Exercise requirements: In full and without alteration, give the listing again.
::: The data
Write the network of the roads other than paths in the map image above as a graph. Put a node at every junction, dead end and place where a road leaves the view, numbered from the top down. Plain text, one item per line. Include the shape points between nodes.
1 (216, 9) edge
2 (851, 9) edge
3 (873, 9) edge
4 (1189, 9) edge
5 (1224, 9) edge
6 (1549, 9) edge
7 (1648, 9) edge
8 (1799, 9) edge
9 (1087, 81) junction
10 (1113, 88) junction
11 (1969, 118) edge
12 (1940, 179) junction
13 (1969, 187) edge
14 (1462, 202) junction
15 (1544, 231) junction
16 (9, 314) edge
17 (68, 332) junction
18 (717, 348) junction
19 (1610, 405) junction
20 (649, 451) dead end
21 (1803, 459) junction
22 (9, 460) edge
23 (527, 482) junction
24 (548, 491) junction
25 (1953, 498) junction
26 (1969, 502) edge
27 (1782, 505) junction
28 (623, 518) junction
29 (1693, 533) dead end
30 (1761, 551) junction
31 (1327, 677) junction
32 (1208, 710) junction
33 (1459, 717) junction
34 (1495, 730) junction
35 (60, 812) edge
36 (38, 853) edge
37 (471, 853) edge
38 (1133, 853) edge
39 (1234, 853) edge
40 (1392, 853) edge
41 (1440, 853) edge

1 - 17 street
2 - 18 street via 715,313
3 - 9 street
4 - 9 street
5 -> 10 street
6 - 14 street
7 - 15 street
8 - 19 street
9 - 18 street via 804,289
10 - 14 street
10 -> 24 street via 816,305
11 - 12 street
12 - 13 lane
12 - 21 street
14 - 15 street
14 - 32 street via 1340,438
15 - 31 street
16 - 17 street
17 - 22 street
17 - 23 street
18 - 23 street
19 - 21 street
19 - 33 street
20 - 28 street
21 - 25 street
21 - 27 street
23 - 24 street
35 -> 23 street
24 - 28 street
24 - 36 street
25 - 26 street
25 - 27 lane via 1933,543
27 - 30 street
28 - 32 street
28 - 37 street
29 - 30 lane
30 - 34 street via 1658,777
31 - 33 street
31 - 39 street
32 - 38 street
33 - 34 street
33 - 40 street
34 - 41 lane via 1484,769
::::::
Solution to the problem:
Write the network of the roads other than paths in the map image above as a graph. Put a node at every junction, dead end and place where a road leaves the view, numbered from the top down. Plain text, one item per line. Include the shape points between nodes.
1 (216, 9) edge
2 (851, 9) edge
3 (873, 9) edge
4 (1189, 9) edge
5 (1224, 9) edge
6 (1549, 9) edge
7 (1648, 9) edge
8 (1799, 9) edge
9 (1087, 81) junction
10 (1113, 88) junction
11 (1969, 118) edge
12 (1940, 179) junction
13 (1969, 187) edge
14 (1462, 202) junction
15 (1544, 231) junction
16 (9, 314) edge
17 (68, 332) junction
18 (717, 348) junction
19 (1610, 405) junction
20 (649, 451) dead end
21 (1803, 459) junction
22 (9, 460) edge
23 (527, 482) junction
24 (548, 491) junction
25 (1953, 498) junction
26 (1969, 502) edge
27 (1782, 505) junction
28 (623, 518) junction
29 (1693, 533) dead end
30 (1761, 551) junction
31 (1327, 677) junction
32 (1208, 710) junction
33 (1459, 717) junction
34 (1495, 730) junction
35 (60, 812) edge
36 (38, 853) edge
37 (471, 853) edge
38 (1133, 853) edge
39 (1234, 853) edge
40 (1392, 853) edge
41 (1440, 853) edge

1 - 17 street
2 - 18 street via 715,313
3 - 9 street
4 - 9 street
5 -> 10 street
6 - 14 street
7 - 15 street
8 - 19 street
9 - 18 street via 804,289
10 - 14 street
10 -> 24 street via 816,305
11 - 12 street
12 - 13 lane
12 - 21 street
14 - 15 street
14 - 32 street via 1340,438
15 - 31 street
16 - 17 street
17 - 22 street
17 - 23 street
18 - 23 street
19 - 21 street
19 - 33 street
20 - 28 street
21 - 25 street
21 - 27 street
23 - 24 street
35 -> 23 street
24 - 28 street
24 - 36 street
25 - 26 street
25 - 27 lane via 1933,543
27 - 30 street
28 - 32 street
28 - 37 street
29 - 30 lane
30 - 34 street via 1658,777
31 - 33 street
31 - 39 street
32 - 38 street
33 - 34 street
33 - 40 street
34 - 41 lane via 1484,769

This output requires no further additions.